* _EXERCISE DETAILS_: All lines of the records below that contain the word "points" must be listed.

★ ★ ★ ★ ★ ★ ★

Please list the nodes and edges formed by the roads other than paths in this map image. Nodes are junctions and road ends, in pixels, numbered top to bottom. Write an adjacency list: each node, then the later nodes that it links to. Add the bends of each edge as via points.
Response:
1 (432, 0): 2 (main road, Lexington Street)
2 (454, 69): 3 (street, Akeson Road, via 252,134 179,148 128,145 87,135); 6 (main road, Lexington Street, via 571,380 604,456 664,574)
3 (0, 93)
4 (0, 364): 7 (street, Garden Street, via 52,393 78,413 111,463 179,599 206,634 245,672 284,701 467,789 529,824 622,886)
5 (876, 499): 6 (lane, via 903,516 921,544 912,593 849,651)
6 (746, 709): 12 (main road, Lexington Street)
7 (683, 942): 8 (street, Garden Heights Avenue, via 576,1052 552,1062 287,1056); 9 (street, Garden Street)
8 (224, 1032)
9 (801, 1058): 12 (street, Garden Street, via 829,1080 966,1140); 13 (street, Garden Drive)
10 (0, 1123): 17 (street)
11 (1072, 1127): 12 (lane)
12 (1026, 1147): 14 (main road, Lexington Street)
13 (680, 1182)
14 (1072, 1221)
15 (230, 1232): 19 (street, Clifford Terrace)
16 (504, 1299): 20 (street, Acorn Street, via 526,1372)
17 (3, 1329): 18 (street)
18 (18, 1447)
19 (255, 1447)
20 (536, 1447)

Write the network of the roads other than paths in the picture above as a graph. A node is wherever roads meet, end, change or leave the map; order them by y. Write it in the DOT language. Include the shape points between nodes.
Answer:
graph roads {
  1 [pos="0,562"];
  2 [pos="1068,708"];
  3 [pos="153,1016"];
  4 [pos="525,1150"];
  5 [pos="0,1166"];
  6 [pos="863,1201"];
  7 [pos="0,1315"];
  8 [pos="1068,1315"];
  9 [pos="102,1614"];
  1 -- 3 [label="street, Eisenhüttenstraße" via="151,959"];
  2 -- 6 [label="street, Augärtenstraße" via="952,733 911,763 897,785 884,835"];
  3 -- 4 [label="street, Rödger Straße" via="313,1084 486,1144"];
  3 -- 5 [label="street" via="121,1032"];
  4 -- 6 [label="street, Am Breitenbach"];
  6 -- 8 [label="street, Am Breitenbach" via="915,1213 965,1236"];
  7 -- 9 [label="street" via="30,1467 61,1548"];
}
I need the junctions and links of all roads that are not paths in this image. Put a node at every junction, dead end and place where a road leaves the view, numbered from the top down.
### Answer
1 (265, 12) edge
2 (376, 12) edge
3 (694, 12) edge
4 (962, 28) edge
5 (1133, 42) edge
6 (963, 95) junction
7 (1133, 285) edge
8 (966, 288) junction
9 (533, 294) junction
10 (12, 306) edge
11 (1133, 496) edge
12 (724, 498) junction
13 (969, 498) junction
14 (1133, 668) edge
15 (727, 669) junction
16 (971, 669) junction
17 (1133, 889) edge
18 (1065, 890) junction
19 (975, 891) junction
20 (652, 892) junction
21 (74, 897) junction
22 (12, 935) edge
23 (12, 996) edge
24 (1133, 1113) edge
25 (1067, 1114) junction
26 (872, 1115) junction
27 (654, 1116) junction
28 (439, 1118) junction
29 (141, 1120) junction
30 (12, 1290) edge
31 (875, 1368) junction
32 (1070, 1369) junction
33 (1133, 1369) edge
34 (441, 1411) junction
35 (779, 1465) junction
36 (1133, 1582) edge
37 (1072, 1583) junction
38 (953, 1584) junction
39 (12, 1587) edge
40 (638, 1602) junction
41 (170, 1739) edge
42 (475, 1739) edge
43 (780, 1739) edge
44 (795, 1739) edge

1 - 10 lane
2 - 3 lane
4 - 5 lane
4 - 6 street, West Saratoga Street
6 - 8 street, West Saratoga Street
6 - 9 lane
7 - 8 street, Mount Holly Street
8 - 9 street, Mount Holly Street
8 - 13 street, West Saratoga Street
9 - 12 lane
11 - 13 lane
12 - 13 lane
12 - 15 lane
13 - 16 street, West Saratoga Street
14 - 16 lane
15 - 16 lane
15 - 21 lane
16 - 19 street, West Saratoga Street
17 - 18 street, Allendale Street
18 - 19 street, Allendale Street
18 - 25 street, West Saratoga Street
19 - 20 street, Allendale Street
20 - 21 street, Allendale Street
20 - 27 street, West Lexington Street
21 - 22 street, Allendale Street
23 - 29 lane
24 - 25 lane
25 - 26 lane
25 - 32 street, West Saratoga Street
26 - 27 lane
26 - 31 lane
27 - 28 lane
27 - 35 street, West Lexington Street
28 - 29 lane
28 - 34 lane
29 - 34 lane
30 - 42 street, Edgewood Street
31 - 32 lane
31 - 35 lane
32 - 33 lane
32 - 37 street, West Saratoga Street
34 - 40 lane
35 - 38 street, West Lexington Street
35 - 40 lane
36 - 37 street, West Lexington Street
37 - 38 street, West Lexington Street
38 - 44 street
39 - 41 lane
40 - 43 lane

★ ★ ★ ★ ★ ★ ★

* _EXPECTED ANSWER_:
Please list the nodes and edges formed by the roads other than paths in this map image. Nodes are junctions and road ends, in pixels, numbered top to bottom. Write an adjacency list: each node, then the later nodes that it links to. Add the bends of each edge as via points.
Write the network of the roads other than paths in the picture above as a graph. A node is wherever roads meet, end, change or leave the map; order them by y. Write it in the DOT language. Include the shape points between nodes.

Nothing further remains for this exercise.